Ciekawe czy biedna mrówka może pojac istnienie człowieka i go "zbadac"? Prosta odpowiedz Nie gdyz nie moze sobie tego pomiescic w malej głowce. Ale czy to oznacza ze czlowiek dla mrówki nie istnieje?
Wobec Boga jestesmy znacznie mniejsci niz te mrówki wiec nie potrafimy sobie go pojac w naszych malych głoweczkach. To nie ten sam poziom. Wiara przeciez nie polega na namacalnym doswiadczeniu Boga : "Błogosławieni którzy nie widzieli a uwierzyli"
 

Kaznodzieya

Kaznodzieya
Dołączył
16 Luty 2006
Posty
10 124
Punkty reakcji
98
Co wie trawa którą karmi się krowa
lub krowa o człowieku który ja w wypasa
tak człowiek o Bogu, który podtrzymuje wszytko przy życiu.

Dz.Ap. 17:28
Albowiem w nim żyjemy i ruszamy się, i jesteśmy... (BG)
 

mtllc

Nowicjusz
Dołączył
6 Czerwiec 2006
Posty
2 164
Punkty reakcji
13
Wiek
44
Miasto
z lasu
Mrówka może fizycznie odczuć działalność człowieka.
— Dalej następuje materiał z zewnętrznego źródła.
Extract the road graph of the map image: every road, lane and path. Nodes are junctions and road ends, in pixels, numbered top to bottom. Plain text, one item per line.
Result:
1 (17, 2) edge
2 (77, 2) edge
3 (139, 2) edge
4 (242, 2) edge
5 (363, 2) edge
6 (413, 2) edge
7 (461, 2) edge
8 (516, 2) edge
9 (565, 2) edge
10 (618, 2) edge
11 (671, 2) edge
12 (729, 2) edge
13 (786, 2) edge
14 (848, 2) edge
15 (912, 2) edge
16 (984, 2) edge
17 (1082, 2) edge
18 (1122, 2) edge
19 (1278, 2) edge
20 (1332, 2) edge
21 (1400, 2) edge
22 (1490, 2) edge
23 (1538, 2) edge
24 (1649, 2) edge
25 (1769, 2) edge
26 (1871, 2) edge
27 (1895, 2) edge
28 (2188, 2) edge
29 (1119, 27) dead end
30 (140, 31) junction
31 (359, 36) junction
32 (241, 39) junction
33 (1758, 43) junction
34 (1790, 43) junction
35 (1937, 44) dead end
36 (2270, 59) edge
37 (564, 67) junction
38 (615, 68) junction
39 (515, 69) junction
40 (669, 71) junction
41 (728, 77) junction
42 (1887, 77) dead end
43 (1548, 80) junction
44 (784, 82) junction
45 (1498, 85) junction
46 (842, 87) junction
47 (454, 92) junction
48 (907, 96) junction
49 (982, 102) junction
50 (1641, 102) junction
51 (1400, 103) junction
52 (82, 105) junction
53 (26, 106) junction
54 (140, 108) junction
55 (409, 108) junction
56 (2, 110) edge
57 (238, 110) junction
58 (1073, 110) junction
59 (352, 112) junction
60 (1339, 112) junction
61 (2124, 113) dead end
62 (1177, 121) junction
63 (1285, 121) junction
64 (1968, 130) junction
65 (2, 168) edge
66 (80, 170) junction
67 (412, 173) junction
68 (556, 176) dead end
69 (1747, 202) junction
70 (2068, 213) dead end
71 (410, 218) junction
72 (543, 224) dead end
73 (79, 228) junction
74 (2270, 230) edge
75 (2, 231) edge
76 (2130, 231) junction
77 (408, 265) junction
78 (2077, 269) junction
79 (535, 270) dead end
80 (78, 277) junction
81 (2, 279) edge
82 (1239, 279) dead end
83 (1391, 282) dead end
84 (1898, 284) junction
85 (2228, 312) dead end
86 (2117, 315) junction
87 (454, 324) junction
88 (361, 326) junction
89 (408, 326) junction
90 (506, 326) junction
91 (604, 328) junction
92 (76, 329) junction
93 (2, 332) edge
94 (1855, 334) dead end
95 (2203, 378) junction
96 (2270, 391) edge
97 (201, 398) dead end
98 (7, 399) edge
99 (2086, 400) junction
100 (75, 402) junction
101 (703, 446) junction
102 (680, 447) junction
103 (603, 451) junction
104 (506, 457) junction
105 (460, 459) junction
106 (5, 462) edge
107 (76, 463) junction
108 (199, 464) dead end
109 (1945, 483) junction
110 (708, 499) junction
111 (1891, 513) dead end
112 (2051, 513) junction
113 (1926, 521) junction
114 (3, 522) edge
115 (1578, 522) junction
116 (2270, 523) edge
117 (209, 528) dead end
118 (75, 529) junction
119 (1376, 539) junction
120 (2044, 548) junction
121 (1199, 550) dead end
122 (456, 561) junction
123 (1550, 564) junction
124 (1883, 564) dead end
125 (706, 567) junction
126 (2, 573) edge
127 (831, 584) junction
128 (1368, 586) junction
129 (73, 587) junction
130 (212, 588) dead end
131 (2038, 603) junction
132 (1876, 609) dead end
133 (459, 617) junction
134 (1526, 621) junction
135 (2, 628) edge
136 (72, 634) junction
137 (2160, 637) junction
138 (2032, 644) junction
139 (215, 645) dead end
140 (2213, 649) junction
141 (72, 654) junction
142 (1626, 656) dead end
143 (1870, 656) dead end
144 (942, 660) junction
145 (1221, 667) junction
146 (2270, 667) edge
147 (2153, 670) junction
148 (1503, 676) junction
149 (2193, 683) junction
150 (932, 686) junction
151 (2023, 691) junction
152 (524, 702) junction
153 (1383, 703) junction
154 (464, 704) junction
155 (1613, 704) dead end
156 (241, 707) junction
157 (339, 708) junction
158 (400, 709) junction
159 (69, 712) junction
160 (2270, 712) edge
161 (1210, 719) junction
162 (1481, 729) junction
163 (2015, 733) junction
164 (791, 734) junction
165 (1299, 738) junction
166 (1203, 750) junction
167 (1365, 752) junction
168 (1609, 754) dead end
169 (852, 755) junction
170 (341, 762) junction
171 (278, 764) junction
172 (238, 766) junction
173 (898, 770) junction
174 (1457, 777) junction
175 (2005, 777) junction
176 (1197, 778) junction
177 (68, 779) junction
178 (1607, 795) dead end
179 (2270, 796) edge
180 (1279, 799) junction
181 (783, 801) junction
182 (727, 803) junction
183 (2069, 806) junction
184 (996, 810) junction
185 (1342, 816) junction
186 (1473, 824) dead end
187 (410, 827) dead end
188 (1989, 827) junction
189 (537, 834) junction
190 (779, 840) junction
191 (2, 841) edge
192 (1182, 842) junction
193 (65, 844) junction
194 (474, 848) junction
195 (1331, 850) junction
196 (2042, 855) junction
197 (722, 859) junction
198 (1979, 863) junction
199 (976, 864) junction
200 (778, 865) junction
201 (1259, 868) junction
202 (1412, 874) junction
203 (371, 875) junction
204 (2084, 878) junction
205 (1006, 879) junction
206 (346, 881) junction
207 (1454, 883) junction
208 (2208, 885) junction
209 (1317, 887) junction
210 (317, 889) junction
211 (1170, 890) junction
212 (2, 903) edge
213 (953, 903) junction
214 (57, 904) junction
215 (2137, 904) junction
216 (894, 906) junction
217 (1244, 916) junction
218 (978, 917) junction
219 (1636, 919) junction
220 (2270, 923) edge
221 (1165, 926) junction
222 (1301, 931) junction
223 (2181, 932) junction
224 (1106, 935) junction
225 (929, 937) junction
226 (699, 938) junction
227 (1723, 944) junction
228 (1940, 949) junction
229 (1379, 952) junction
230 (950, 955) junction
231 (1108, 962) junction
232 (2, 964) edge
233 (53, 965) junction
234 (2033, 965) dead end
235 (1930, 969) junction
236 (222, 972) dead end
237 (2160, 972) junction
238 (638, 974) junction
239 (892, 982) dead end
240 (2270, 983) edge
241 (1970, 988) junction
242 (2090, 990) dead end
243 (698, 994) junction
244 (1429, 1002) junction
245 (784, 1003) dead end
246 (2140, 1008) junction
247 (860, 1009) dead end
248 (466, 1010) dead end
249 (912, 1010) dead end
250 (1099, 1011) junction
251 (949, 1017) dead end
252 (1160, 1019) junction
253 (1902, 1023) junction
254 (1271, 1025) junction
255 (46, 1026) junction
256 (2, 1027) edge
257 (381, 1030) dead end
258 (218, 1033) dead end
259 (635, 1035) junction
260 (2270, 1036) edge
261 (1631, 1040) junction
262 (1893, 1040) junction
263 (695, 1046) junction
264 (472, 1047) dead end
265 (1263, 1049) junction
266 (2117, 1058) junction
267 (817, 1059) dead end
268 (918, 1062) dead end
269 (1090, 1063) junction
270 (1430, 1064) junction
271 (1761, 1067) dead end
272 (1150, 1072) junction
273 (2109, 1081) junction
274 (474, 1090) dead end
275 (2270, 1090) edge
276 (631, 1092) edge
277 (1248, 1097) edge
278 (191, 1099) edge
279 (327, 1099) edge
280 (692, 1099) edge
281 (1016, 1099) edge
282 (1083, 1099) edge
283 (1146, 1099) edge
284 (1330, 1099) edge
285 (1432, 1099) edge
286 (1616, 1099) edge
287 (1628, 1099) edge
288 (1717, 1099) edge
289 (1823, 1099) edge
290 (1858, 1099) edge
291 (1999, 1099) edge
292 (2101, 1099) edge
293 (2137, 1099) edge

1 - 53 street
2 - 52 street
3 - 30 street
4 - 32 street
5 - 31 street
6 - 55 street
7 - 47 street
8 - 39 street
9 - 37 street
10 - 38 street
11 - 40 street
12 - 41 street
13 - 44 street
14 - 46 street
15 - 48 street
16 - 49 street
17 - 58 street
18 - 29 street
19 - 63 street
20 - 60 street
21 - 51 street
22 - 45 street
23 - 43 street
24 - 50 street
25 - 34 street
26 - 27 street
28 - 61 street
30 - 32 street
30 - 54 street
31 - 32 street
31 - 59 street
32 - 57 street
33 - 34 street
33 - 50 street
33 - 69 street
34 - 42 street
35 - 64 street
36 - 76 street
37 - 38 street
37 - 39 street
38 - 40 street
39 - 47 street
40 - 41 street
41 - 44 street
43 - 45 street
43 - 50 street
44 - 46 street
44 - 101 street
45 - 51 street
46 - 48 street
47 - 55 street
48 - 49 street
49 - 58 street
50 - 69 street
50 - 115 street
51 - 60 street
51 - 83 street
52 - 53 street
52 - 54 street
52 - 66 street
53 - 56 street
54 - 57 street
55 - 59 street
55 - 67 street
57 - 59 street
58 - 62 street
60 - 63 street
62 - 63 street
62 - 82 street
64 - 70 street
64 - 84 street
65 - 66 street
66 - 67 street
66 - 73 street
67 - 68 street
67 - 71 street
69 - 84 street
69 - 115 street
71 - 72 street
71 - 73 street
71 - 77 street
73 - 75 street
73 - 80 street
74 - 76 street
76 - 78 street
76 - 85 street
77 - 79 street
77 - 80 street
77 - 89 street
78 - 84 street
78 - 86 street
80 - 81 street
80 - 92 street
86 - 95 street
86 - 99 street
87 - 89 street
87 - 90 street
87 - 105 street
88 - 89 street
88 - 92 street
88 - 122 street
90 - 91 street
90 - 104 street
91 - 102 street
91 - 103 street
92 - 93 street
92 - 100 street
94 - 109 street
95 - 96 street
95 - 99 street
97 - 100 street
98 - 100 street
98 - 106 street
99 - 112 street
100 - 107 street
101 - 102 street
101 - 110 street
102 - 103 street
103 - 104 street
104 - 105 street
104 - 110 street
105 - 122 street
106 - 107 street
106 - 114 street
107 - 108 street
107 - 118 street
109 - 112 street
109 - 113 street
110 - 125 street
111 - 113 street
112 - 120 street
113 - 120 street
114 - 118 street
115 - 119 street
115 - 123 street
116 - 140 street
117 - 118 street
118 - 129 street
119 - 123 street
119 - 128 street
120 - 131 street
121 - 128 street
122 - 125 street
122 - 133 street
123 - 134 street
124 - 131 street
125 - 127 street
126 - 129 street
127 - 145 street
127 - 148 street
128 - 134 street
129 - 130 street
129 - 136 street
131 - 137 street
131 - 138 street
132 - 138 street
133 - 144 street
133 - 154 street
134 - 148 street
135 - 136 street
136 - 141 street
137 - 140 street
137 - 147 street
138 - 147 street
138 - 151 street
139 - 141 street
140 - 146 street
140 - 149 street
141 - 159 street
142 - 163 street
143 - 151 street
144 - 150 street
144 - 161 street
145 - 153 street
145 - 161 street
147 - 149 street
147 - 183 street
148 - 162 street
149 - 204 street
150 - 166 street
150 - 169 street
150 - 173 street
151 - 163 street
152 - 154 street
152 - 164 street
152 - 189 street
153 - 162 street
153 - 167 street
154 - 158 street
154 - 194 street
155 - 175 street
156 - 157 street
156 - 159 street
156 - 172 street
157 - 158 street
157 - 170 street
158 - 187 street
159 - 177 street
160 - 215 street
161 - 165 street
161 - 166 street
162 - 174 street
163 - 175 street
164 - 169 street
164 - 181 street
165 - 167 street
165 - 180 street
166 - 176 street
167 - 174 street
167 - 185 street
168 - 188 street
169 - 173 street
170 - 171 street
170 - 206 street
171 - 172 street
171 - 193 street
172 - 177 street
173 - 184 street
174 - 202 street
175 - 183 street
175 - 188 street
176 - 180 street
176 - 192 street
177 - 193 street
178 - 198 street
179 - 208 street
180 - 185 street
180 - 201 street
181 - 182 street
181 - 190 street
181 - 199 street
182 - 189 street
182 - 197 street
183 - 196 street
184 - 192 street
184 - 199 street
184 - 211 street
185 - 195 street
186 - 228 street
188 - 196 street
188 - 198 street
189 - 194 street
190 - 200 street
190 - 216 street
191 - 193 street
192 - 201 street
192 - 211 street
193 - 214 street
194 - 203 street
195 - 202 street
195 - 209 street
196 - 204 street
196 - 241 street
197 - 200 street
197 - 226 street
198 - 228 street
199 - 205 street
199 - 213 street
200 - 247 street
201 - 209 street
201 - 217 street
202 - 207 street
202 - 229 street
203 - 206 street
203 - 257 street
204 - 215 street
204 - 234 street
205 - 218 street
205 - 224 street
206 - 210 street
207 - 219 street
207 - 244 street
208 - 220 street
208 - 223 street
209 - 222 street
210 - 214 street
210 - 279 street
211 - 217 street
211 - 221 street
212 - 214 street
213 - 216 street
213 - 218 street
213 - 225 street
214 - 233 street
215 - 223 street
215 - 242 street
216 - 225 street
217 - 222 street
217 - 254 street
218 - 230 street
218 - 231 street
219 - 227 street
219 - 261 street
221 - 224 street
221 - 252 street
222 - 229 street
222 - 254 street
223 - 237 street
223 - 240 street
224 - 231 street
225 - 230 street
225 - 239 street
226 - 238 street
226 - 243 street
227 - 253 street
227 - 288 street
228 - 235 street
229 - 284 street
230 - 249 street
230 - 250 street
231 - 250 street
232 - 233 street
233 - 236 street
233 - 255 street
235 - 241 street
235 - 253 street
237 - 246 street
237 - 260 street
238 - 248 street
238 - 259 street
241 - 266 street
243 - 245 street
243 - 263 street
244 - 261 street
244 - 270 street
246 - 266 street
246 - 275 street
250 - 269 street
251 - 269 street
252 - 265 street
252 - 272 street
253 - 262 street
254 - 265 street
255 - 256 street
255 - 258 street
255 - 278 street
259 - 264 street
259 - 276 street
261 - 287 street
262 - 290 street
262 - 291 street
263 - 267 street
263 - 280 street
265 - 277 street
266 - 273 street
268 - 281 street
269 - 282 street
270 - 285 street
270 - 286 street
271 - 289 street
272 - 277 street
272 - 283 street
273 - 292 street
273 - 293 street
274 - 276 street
Człowiekowi pozostaje wiara. Bo gdyby przyjmowałby inne przesłanki o istnieniu Boga niż wiara niewiele różniłby się od mrówki.
 

Jamsen

stojący na straży
Dołączył
30 Wrzesień 2005
Posty
4 662
Punkty reakcji
5
Prosty przykład - Boga nie ma bo nie można go "zbadac" a ni pojac jego istnienia.
Biblia mówi, że mozna. Nawet sama do tego zachęca.
Jana 17:3
To znaczy życie wieczne: ich poznawanie ciebie, jedynego prawdziwego Boga, oraz tego, któregoś posłał, Jezusa Chrystusa.

Psalm 34:8
Skosztujcie i zobaczcie, że Jehowa jest dobry; szczęśliwy jest krzepki mąż, który się u niego chroni.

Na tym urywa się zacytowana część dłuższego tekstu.